Western Europe’s biggest oil and gas producer, Norway, is also one of the countries that is most self-congratulatory on its climate action, electric cars sales, and green policies. One of the central—and most controversial—issues in the campaign leading up to a general election next month is whether Norway’s scenic Lofoten archipelago should remain off-limits for oil exploration and development.
Estimates have put the potential oil resources underneath the picturesque islands at between 1.3 billion and 3 billion barrels of oil equivalent, estimated to be worth US$60-65 billion at today’s oil prices.
The two biggest parties in Norway—the Conservative Party currently in power in a coalition government and the opposition Labor Party—are favoring initial steps to start an environmental impact assessment for the Lofoten area. However, both parties need coalitions with smaller parties to form a government after the September election. And all the potential junior partners of both Labor and Conservative are strongly opposed to any meddling with the beauty of the Lofoten, Vesterålen, and Senja islands.
Recent polls show that the currently ruling minority coalition of Conservatives with right-wing Progress Party and two smaller support parties would win 80 seats in Parliament, while Labor and the parties that support it would win at least 87 seats.
Whoever wins next month’s election, they are unlikely to lift the ban on oil exploration next to the archipelago, so the oil companies that have been eyeing new exploration areas vital for Norway’s industry, jobs, and oil production, may never see their dream come true.
The Norwegian Petroleum Directorate (NPD) has estimated that the areas off Lofoten, Vesterålen, and Senja could hold petroleum resources equal to around 1.3 billion barrels. That’s about US$60 billion at current oil prices, FT says. Local industry group Konkraft has estimated that those resources could be even bigger, upwards of 3 billion barrels, which, if more is crude oil rather than gas, means at least US$65 billion in oil revenues, according to Bloomberg estimates.
Norway’s government has seen its oil and gas revenues slump following the oil price crash of 2014. Last year, government revenues plunged by more than 40 percent compared to 2015, due to lower oil and gas prices. Norway’s oil major Statoil, in which the government holds a stake, argues: “We also see that a significant drop in production and activity will occur after 2025. If we are to retain a high level of activity after 2025, access to new exploration areas will be crucial to the future of the Norwegian continental shelf. The 23rd licensing round with the announcement of new blocks is therefore very important, as are the impact assessments of new areas outside of Lofoten, Vesterålen and Senja.”
Earlier this year, the government said it was offering a total of 102 blocks up for exploration in the 24th licensing round on the Norwegian Continental Shelf in the Norwegian and Barents Seas—a record number of blocks in the area—despite environmentalists’ concern over drilling in the Arctic.

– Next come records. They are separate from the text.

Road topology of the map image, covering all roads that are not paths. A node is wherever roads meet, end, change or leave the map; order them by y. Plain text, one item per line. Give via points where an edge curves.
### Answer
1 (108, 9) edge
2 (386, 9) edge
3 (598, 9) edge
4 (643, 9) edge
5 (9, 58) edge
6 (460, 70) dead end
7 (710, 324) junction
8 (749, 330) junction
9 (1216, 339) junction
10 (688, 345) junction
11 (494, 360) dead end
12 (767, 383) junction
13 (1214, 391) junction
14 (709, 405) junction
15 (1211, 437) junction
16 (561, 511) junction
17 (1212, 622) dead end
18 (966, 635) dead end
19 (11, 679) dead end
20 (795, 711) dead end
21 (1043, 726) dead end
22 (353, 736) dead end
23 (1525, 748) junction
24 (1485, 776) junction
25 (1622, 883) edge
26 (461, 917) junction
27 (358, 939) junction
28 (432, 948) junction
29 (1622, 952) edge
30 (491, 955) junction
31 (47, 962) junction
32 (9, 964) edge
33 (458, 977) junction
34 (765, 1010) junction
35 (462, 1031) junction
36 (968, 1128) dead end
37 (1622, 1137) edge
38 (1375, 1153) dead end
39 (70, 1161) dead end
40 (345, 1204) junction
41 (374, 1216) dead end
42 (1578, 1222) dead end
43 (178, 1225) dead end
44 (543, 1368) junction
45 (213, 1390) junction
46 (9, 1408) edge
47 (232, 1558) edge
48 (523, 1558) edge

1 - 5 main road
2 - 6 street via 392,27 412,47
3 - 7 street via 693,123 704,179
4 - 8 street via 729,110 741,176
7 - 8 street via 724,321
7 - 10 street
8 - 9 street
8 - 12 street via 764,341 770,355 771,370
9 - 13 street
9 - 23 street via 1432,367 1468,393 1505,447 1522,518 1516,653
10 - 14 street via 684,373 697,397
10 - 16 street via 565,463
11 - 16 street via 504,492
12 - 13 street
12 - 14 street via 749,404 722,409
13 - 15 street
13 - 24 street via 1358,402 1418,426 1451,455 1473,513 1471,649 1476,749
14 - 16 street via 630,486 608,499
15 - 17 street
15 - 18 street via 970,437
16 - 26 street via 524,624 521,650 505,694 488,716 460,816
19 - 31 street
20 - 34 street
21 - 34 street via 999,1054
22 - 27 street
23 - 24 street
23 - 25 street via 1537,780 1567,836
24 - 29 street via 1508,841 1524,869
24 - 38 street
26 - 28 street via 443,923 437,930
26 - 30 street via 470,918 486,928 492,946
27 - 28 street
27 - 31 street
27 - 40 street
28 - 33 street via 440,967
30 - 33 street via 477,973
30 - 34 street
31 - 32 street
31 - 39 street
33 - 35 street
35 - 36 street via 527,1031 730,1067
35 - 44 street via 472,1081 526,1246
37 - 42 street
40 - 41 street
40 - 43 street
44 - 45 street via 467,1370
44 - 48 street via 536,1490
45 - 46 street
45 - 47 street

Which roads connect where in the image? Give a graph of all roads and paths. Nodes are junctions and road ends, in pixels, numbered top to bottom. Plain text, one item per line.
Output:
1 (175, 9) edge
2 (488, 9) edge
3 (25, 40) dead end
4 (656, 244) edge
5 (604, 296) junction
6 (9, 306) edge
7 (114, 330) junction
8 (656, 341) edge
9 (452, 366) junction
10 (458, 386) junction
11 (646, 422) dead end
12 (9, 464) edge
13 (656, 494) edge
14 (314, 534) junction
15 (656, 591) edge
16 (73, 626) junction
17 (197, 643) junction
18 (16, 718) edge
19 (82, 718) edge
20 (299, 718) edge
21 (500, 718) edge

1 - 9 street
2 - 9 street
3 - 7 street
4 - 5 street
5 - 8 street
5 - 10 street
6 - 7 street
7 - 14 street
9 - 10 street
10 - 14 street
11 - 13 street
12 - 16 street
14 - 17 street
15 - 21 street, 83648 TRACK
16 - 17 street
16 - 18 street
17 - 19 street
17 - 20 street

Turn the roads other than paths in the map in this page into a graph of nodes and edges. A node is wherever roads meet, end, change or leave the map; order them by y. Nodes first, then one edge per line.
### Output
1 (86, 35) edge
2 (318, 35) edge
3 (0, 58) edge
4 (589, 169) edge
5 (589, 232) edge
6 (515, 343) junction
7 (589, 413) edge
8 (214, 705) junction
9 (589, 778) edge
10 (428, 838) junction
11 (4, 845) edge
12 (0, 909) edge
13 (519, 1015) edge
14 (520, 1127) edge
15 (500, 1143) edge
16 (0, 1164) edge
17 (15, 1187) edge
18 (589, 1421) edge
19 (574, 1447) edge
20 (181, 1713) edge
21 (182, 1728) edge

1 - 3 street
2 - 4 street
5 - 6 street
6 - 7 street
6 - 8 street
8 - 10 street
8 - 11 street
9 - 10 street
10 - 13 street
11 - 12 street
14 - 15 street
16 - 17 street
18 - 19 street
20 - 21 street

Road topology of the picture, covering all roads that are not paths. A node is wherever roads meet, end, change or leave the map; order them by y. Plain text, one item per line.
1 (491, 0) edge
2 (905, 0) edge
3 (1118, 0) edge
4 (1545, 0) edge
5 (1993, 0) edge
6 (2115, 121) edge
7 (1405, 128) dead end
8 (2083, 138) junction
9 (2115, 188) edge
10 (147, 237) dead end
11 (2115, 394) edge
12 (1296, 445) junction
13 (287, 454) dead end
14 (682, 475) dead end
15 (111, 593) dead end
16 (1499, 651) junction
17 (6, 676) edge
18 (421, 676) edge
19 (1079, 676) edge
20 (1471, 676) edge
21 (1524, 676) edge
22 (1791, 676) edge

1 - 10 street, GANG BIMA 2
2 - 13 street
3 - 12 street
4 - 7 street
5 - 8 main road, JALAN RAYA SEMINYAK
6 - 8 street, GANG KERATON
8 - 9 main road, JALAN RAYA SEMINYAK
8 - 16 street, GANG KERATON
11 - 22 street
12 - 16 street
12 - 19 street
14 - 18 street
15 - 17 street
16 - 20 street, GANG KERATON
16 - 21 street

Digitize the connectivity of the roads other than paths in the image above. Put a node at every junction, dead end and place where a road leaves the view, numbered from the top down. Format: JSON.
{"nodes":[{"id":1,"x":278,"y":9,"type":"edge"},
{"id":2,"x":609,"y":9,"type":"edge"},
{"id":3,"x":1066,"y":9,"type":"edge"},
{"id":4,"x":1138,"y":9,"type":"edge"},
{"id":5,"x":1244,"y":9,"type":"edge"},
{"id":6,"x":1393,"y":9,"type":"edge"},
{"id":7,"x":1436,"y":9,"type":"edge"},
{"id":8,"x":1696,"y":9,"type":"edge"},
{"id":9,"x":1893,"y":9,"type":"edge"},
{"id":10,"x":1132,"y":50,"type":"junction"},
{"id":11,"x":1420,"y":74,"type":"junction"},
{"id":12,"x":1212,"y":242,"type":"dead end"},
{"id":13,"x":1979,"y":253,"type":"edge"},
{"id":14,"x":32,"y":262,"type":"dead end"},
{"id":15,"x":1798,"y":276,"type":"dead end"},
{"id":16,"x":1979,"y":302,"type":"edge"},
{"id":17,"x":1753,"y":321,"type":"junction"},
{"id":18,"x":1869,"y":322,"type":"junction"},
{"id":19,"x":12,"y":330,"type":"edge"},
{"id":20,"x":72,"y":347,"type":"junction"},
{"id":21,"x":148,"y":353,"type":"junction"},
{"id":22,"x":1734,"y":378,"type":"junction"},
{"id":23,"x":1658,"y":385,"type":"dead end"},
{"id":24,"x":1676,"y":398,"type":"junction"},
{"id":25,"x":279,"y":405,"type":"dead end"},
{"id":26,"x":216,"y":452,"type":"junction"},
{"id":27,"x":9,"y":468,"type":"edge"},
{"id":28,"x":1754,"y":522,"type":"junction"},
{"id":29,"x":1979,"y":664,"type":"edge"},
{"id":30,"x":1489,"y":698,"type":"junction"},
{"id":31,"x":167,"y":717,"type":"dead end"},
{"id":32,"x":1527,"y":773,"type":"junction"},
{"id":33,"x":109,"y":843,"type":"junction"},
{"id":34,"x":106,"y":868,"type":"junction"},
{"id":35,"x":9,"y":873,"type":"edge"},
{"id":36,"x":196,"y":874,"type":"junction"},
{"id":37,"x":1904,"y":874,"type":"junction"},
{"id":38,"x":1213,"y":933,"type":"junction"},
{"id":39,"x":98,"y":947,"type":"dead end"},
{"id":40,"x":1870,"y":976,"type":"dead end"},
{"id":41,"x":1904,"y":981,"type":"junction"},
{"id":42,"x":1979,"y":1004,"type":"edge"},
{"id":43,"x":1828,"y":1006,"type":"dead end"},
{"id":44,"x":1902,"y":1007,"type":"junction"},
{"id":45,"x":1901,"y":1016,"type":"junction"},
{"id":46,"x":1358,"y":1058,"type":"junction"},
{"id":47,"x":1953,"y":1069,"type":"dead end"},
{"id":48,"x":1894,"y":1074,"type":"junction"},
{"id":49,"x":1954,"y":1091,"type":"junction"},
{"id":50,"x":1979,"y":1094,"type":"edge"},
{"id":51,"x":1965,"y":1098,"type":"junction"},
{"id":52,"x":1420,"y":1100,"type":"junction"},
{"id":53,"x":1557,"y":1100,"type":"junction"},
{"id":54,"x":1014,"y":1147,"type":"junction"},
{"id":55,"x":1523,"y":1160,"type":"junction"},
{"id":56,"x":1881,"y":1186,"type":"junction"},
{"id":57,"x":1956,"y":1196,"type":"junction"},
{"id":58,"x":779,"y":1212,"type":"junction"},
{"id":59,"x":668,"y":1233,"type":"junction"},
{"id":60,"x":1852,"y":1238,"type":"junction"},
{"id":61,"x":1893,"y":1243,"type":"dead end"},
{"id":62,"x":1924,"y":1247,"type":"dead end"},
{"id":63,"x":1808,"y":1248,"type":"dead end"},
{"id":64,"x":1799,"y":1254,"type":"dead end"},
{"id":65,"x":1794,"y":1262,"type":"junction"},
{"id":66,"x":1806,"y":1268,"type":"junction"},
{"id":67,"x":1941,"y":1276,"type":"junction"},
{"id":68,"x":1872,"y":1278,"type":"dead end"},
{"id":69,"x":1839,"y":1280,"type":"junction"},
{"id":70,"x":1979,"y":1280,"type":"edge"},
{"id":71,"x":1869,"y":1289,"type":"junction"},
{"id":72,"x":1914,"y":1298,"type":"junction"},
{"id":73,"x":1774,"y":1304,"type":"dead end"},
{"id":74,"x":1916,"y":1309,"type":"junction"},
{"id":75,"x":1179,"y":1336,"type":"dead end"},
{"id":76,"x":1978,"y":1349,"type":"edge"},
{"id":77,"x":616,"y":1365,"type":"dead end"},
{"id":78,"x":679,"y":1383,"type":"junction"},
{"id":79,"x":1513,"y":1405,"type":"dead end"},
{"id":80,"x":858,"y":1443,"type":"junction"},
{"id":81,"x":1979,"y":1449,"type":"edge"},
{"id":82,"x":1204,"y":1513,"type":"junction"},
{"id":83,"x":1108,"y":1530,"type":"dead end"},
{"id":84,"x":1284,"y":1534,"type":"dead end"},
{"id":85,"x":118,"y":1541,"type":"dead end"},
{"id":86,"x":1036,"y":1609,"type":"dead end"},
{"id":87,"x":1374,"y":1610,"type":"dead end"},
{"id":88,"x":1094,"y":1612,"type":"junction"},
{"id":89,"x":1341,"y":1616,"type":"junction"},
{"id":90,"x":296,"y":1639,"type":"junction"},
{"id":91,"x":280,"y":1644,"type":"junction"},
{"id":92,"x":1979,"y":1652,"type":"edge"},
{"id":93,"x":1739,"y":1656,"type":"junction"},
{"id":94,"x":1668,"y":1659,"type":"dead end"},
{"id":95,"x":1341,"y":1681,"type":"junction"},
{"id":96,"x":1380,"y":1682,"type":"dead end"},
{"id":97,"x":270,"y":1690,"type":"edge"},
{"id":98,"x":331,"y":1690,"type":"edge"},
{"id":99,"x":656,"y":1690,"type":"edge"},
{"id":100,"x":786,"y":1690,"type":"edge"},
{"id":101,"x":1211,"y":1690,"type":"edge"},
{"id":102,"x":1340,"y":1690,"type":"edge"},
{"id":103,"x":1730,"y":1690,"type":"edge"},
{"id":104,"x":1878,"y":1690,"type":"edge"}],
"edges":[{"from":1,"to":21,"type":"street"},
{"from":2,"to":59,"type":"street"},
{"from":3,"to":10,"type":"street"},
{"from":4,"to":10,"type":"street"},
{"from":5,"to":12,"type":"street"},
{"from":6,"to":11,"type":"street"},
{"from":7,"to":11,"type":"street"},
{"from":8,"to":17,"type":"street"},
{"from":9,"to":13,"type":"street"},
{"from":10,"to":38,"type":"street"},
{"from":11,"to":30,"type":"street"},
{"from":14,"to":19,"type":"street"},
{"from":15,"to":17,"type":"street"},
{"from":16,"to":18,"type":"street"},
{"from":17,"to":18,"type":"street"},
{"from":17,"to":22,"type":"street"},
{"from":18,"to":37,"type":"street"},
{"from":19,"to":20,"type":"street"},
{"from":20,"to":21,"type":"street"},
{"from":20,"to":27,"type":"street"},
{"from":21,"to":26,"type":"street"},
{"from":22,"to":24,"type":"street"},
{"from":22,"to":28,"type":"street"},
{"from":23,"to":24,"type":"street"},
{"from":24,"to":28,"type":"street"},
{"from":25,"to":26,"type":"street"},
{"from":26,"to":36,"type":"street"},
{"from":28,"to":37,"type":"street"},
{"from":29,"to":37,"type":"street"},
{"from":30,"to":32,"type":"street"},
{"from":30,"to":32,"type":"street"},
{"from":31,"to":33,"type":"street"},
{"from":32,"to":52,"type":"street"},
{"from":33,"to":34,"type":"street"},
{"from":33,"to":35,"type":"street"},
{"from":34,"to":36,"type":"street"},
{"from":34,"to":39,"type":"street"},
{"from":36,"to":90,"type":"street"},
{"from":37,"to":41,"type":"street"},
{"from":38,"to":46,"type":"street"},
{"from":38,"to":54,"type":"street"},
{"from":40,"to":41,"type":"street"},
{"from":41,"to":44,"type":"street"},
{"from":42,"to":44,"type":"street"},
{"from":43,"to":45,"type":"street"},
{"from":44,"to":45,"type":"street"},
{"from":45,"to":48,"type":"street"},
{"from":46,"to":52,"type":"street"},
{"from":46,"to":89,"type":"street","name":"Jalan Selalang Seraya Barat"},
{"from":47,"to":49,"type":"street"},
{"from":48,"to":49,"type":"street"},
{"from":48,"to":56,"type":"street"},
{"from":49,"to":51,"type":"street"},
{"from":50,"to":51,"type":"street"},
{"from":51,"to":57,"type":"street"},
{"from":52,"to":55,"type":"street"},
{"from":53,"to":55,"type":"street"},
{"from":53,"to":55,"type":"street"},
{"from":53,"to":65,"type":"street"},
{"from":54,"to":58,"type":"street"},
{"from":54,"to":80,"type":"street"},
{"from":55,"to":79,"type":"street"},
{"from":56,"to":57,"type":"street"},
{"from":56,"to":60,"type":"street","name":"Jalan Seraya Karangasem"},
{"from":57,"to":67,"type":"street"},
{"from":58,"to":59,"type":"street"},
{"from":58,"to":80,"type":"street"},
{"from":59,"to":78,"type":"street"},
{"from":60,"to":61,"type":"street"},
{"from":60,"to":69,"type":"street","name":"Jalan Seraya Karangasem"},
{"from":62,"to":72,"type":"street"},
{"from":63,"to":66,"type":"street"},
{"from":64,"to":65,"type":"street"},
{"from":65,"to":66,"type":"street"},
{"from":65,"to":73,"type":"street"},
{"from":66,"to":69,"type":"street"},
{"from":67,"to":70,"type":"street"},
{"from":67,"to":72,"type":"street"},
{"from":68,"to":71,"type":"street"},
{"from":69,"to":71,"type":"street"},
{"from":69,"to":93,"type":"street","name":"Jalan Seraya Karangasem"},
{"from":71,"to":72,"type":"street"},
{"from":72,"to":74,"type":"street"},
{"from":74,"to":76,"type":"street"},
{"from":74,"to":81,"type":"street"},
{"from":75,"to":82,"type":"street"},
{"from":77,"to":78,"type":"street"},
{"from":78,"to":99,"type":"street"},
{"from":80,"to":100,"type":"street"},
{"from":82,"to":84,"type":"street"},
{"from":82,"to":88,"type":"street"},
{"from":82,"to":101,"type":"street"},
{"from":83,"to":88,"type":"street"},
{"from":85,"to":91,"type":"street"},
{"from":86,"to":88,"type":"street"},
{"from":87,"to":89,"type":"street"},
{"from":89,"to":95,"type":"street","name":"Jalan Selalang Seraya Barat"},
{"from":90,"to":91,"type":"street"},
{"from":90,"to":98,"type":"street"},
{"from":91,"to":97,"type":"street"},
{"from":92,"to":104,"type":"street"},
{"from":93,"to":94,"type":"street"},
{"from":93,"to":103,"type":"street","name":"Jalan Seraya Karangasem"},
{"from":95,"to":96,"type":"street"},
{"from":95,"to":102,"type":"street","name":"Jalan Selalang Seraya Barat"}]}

Environmentalists continue to protest drilling in the Arctic and the potential opening of the Lofoten islands to exploration.
“We are ready to smash the oil-industry’s wet Lofoten dreams,” Ingrid Skjoldvær, head of Nature and Youth (Natur og Ungdom) has told The Independent Barents Observer.
Greenpeace is also joining the protests, and is suing Norway in a trial set to begin in November. Greenpeace said it would argue “that granting licenses to open a new oil frontier breaches the Norwegian Constitutional right to a healthy and safe environment for current and future generations and contravenes the Paris Agreement.”
WWF Norway is calling for a permanent ban on oil and gas drilling in Lofoten, Vesterålen, and Senja, to replace the temporary ban that has been in place since 2001.
The ban, even if temporary, is unlikely to be lifted, regardless of who wins next month’s election.
According to estimates of the Konkraft oil industry alliance, it takes an average of 18 years from the award of a production license on the Norwegian Continental Shelf until a field begins production. If the discovery is large, the timing could be shortened to 10-15 years, Konkraft said in a report last year, in which it argued that “To slow this decline in output and revenues, the oil companies need access to new and attractive exploration acreage.”
In 18 years’ time, however, Lofoten oil may never be needed, because depending on climate policies and energy transitions, we may be past peak oil demand in 2035-2040.